**Activity**
Lines with the word "family" in them are the ones to copy from the records.

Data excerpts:
#####

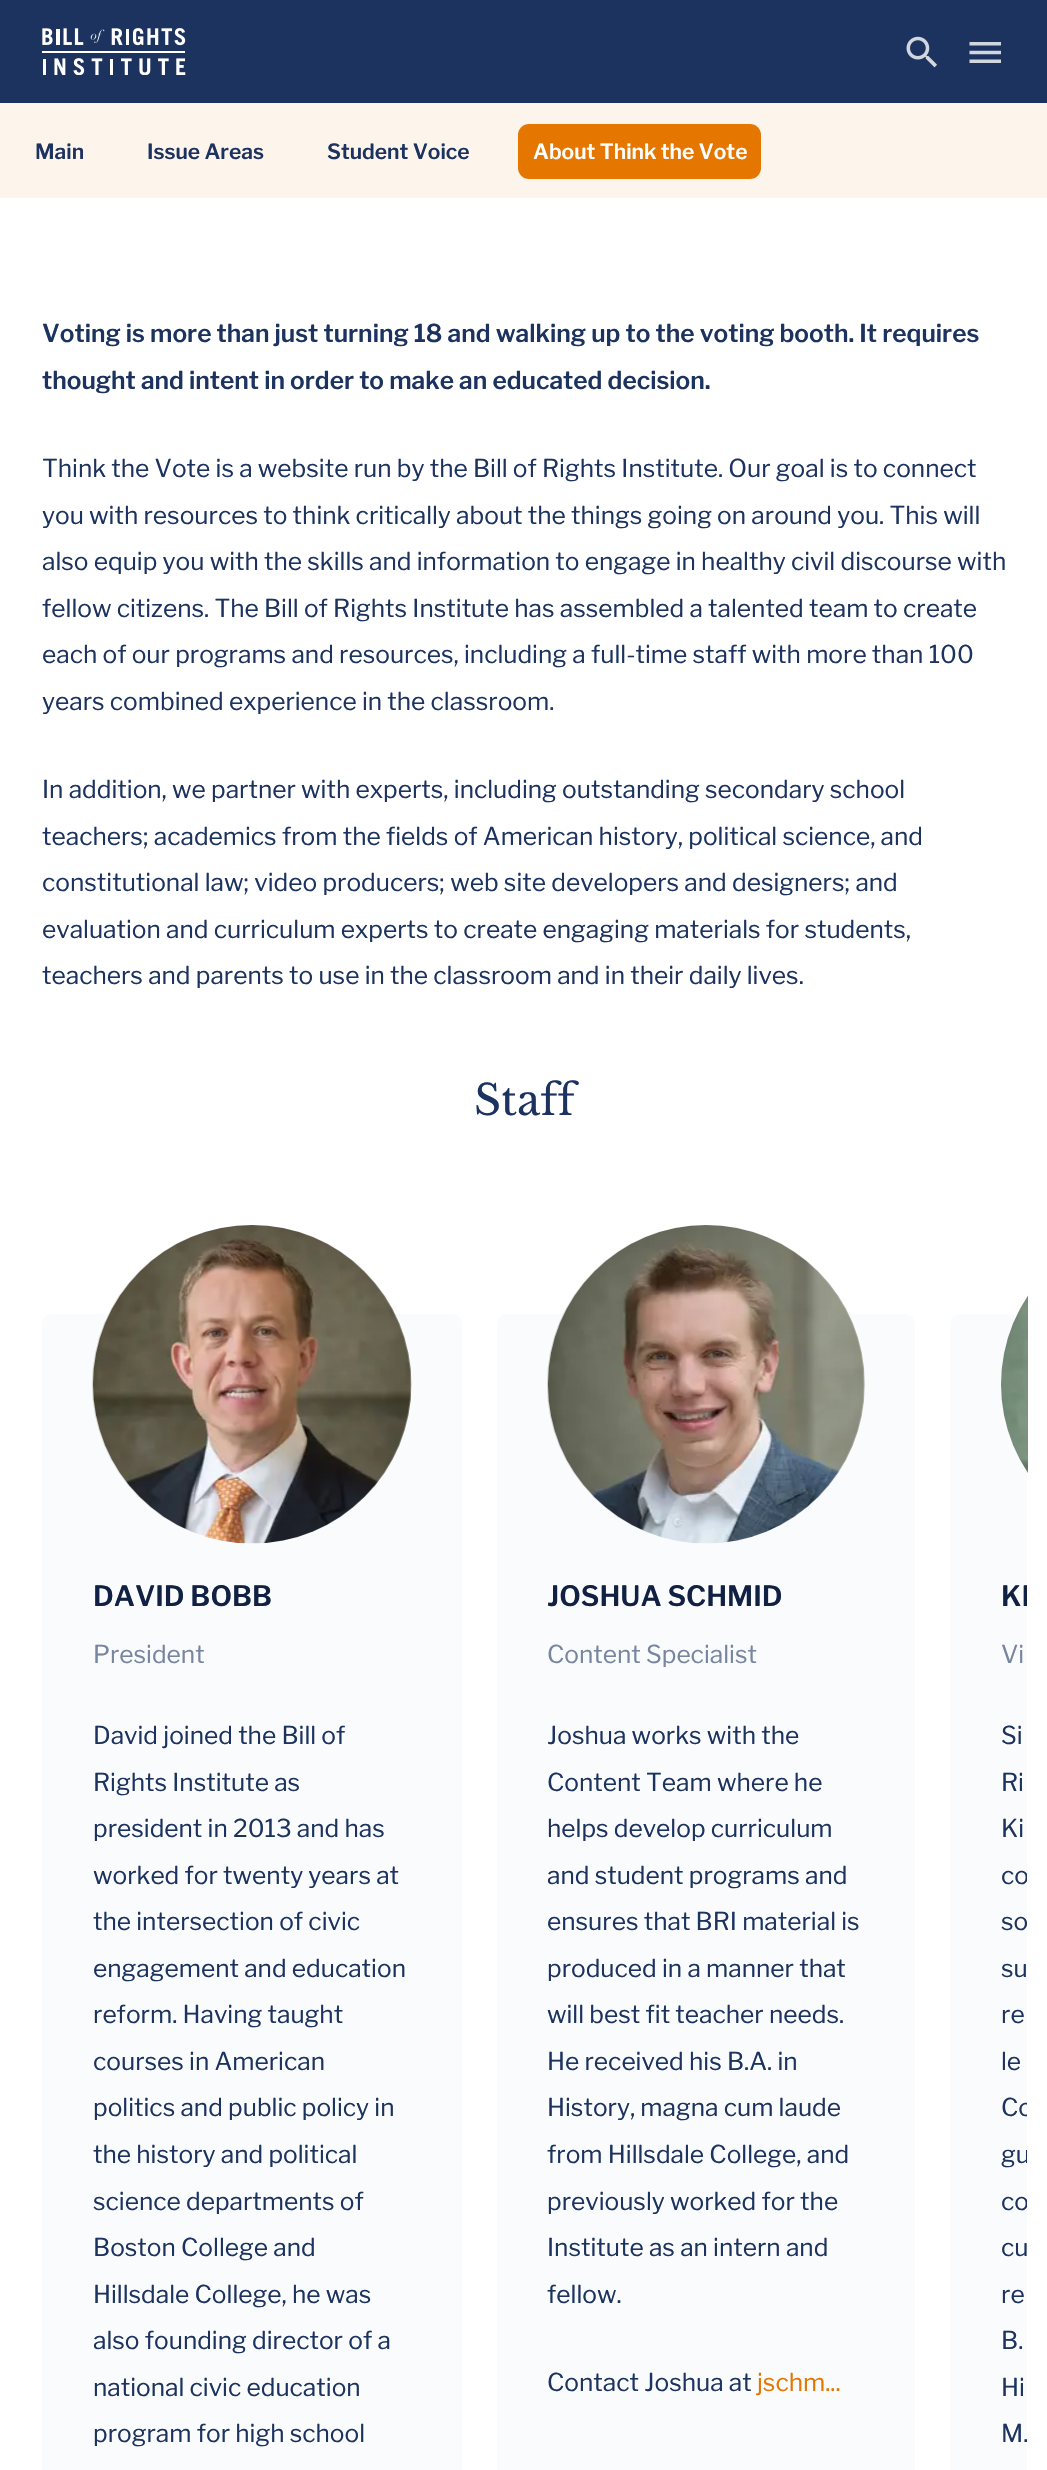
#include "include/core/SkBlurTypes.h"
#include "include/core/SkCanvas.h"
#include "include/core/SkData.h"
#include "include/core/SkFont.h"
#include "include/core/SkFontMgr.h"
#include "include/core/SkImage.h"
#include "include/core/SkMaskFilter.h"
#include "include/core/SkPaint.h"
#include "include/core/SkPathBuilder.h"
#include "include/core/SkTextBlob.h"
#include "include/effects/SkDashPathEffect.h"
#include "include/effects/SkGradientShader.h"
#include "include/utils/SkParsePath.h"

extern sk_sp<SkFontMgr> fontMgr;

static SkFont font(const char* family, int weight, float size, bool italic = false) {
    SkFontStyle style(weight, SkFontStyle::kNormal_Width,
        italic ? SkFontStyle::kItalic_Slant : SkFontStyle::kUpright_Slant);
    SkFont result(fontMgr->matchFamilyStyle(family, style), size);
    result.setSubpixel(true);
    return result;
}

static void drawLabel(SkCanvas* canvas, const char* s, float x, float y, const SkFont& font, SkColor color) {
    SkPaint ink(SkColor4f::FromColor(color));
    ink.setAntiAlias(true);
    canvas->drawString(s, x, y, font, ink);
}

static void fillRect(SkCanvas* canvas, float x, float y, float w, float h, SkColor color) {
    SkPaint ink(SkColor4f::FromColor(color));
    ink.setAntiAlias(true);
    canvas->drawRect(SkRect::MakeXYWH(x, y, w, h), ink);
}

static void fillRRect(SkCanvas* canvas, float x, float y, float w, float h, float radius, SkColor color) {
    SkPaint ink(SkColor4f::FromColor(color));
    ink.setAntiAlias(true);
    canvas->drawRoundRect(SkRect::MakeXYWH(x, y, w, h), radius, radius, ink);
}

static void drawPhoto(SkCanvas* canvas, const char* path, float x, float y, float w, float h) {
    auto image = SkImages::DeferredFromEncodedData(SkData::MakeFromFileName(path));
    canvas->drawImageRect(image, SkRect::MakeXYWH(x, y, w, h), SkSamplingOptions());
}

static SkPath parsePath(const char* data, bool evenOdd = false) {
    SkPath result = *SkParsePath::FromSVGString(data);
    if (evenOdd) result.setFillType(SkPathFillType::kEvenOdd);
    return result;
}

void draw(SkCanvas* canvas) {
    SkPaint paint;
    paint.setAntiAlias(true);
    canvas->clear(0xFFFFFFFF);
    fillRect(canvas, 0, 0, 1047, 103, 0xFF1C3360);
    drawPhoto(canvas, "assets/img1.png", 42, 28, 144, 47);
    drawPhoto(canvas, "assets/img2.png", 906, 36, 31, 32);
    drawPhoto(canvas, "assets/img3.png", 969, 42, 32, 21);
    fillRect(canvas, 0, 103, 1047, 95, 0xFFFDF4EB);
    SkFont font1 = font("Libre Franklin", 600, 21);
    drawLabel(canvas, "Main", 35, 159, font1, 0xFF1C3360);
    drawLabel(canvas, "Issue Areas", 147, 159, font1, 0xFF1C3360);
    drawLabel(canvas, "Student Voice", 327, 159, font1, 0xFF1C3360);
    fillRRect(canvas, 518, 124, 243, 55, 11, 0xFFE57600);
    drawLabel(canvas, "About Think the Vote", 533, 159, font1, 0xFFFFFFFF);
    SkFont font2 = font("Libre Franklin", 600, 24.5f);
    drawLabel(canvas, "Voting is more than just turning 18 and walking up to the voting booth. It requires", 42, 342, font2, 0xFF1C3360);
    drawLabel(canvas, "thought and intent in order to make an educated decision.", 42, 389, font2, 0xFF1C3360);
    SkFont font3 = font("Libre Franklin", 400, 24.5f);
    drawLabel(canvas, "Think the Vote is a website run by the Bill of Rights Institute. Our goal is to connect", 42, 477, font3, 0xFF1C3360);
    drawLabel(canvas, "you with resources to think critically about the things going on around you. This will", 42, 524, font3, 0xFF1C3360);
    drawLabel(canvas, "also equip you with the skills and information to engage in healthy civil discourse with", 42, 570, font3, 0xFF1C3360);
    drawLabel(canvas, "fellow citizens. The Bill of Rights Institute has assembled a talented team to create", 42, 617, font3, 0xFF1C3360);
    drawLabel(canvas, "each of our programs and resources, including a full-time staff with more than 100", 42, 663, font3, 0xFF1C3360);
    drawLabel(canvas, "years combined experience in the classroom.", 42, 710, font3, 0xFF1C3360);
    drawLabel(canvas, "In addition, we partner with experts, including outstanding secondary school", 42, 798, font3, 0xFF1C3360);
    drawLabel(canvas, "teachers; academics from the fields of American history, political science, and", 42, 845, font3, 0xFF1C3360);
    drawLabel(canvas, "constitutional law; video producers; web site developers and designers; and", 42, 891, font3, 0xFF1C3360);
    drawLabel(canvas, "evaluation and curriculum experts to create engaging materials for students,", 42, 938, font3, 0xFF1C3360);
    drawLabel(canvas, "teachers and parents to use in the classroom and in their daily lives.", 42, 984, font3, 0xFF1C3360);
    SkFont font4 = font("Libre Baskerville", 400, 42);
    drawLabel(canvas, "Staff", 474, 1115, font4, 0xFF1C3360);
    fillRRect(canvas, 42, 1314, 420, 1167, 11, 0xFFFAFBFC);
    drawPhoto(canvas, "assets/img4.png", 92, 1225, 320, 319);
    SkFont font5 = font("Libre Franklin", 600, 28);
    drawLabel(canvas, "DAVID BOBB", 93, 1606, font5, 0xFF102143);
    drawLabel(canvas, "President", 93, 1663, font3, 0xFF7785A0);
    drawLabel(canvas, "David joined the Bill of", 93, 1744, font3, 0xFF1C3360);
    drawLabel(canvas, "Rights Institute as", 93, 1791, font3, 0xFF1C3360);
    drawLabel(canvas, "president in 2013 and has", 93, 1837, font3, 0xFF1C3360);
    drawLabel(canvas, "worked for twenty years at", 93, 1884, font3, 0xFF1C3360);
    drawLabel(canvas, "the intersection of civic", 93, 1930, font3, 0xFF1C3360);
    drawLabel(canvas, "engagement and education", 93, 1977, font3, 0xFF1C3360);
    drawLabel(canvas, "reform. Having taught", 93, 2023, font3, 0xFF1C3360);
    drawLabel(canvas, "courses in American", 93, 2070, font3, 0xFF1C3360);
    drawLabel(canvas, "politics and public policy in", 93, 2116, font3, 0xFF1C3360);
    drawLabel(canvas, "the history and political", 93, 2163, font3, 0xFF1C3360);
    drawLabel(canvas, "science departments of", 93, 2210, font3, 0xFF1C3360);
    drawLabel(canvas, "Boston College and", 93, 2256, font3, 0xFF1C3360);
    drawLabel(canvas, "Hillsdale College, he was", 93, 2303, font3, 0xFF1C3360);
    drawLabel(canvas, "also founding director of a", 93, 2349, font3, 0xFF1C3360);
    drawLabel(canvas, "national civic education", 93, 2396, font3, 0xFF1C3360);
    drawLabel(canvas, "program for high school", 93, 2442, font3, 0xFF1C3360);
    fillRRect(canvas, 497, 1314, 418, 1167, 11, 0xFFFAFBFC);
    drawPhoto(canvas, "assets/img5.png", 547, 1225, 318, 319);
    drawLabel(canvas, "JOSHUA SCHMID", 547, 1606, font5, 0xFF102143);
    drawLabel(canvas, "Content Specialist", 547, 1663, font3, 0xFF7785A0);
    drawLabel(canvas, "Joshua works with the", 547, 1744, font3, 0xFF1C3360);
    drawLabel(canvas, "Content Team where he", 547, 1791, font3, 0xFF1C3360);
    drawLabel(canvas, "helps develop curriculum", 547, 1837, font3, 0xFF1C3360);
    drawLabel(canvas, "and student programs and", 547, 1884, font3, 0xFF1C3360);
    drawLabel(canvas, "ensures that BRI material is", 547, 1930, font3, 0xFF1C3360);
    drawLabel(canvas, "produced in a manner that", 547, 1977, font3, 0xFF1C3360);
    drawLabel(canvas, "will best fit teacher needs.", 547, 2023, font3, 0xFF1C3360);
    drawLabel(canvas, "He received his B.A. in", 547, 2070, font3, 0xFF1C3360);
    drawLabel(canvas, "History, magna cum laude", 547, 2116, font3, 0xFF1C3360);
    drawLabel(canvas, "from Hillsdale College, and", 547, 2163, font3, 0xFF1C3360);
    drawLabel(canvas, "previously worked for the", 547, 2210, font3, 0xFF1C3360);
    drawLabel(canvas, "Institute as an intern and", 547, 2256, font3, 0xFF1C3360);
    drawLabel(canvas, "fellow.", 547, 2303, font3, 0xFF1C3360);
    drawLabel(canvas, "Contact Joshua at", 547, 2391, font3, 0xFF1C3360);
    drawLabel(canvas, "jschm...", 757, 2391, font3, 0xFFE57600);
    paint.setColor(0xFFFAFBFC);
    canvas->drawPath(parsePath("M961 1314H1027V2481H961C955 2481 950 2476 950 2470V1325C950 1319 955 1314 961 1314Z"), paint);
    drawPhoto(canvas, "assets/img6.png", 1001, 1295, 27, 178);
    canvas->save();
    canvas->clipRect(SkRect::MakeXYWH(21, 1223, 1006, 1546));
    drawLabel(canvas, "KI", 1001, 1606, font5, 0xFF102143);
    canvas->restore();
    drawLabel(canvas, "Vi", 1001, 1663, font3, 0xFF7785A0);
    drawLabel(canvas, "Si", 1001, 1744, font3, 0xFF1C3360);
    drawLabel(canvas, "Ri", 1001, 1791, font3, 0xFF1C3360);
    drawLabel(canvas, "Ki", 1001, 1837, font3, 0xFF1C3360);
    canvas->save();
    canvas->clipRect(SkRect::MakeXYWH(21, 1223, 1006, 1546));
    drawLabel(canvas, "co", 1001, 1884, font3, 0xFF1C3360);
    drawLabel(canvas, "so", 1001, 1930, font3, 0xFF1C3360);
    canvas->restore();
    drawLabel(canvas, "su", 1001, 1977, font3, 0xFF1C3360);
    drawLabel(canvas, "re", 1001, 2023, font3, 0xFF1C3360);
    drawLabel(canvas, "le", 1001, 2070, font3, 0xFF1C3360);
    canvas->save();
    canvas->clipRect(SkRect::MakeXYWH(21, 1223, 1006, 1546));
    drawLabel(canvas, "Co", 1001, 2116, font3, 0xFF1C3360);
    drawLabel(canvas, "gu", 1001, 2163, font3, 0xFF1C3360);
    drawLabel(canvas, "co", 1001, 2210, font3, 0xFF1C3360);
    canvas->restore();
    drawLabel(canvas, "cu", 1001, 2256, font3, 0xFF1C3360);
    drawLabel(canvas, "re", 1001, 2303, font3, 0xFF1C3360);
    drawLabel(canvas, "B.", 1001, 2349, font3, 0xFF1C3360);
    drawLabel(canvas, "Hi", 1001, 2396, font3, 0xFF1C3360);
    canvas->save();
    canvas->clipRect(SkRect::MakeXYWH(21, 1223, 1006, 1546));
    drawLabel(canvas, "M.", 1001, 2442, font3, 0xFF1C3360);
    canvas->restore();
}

#####

**Your solution**
static SkFont font(const char* family, int weight, float size, bool italic = false) {
    SkFont result(fontMgr->matchFamilyStyle(family, style), size);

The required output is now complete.